Analyse : Alice Winocour est beaucoup trop habile pour faire un film sur les attentats qui ont ensanglanté et traumatisé Paris en novembre 2015. Elle s’en défend d’ailleurs, par respect pour les victimes dont son frère qui a été blessé au Bataclan. L’attentat, filmé de façon très pudique, presque abstraite, dont on entendra beaucoup les sons mais dont on ne verra, par les yeux de Mia, que les pieds et le canon de la kalachnikov des terroristes, est un point de départ. « Ce qui m’intéresse avant tout dans Revoir Paris, nous dit la réalisatrice, ce sont les traces qu’un tel événement traumatique laisse chez ceux qui l’ont subiJ’examine la façon dont les survivants, évoluant en quelque sorte dans les limbes après avoir enduré le pire, accomplissent un travail de résilience pour sortir de la sidération et retrouver le monde des vivants. » Pour déchirer ce voile qui est tombé sur sa mémoire, Mia va se livrer à une enquête minutieuse, aidée par des souvenirs qui lui reviennent en flash mais surtout par la rencontre avec les autres rescapés.

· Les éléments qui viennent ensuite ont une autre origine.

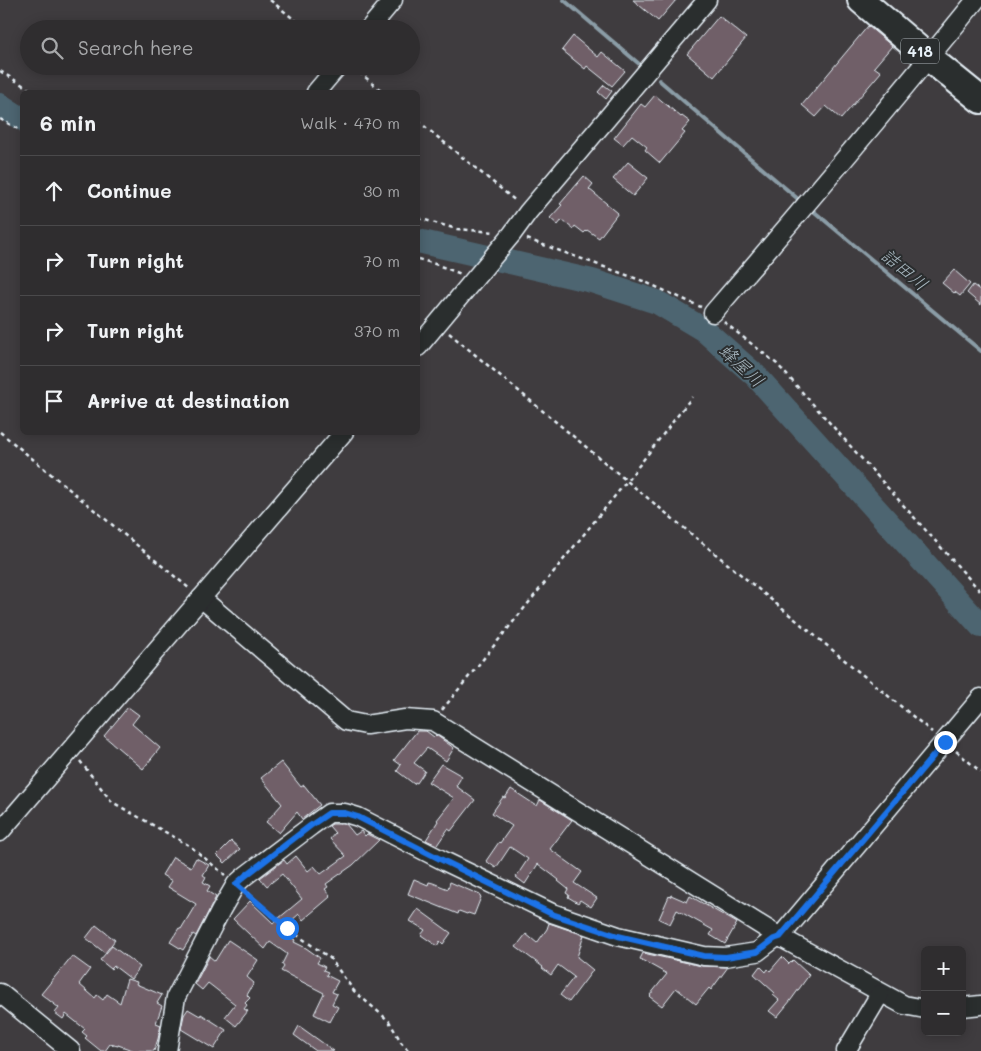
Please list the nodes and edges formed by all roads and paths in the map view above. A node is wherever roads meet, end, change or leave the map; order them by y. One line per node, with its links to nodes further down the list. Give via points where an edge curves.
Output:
1 (270, 0): 6 (path)
2 (393, 0): 7 (street)
3 (707, 0): 19 (street)
4 (860, 0): 8 (highway, 418)
5 (976, 0): 8 (street)
6 (295, 20)
7 (377, 20)
8 (929, 58): 15 (highway, 418); 24 (street)
9 (0, 71): 12 (path)
10 (330, 75): 13 (street)
11 (363, 75): 14 (path)
12 (31, 90)
13 (318, 90)
14 (381, 90)
15 (981, 100)
16 (0, 119): 18 (path)
17 (420, 123): 19 (path)
18 (20, 131)
19 (528, 212): 21 (street)
20 (420, 219): 21 (path)
21 (508, 238): 23 (street); 24 (path, via 643,281)
22 (420, 260): 23 (path)
23 (476, 277): 25 (street)
24 (713, 313): 31 (path, via 777,364)
25 (438, 324): 26 (street); 30 (path)
26 (420, 345)
27 (692, 397): 30 (path)
28 (0, 432): 32 (path)
29 (341, 435): 32 (street)
30 (627, 482): 34 (path); 35 (path)
31 (981, 592)
32 (201, 598): 34 (street, via 346,721 366,725 405,719); 36 (street)
33 (981, 698): 35 (street)
34 (433, 721): 40 (street)
35 (945, 742): 37 (path); 40 (street)
36 (71, 749): 38 (street); 39 (path, via 112,802 190,846)
37 (981, 772)
38 (0, 832)
39 (236, 884): 40 (street, via 329,813 345,813 552,914 618,936 704,956 726,957 757,952); 47 (street, via 176,997); 48 (path, via 287,928 330,958 354,991 389,1021)
40 (780, 937): 42 (street)
41 (0, 993): 46 (street)
42 (880, 994): 45 (street, via 904,1006); 49 (street)
43 (981, 1005): 44 (street)
44 (966, 1007)
45 (921, 1008)
46 (71, 1051)
47 (167, 1051)
48 (409, 1051)
49 (846, 1051)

Car dans ce traumatisme, certes individuel mais également collectif, la résilience ne peut s’opérer que par la rencontre avec les autres. Ils se réunissent chaque semaine dans la brasserie pour parler et partager la souffrance et les souvenirs. Un film choral donc qui suit d’autres personnages : une jeune fille qui a perdu ses parents qui cherche à reconstituer leurs dernières heures, une femme qui a perdu son mari et agresse Mia l’accusant de s’être enfermée égoïstement dans les toilettes, un homme, Thomas, qui fêtait son anniversaire avec des amis, qui a été blessé à la jambe et qui aide Mia car il se souvient de tous les détails de la soirée. En lui parlant Mia finit par se souvenir du cuisinier, un noir avec un tatouage sur les bras qui lui tenait les mains pendant qu’ils se cachaient, et la sauvée. Cuisinier qui a disparu tout de suite après l’attentat, que Mia recherche désespérément, ce qui donne l’occasion à la cinéaste de montrer cet autre Paris, celui des sans-papiers, des travailleurs clandestins exploités, des petits vendeurs à la sauvette. 

Avec justesse, pudeur, émotion et infiniment de délicatesse, la cinéaste accompagne Mia dans sa quête et sa renaissance dans un Paris qui ne peut plus être celui d’avant les évènements. Notons un très beau travail sur le son, soutenu par la musique très présente d’Anna Von Hausswolff, musicienne suédoise spécialiste de gothique. Un magnifique film sensible, plein d’intelligence et de retenue, véritable ode à la vie.

1 Comments

  1. Merci MJ Campana! Je suis concernée par la résilience,c est peut être parce que j’ai consulté jeune mariée Boris Cyrulnik. J’aimerais voir ce film.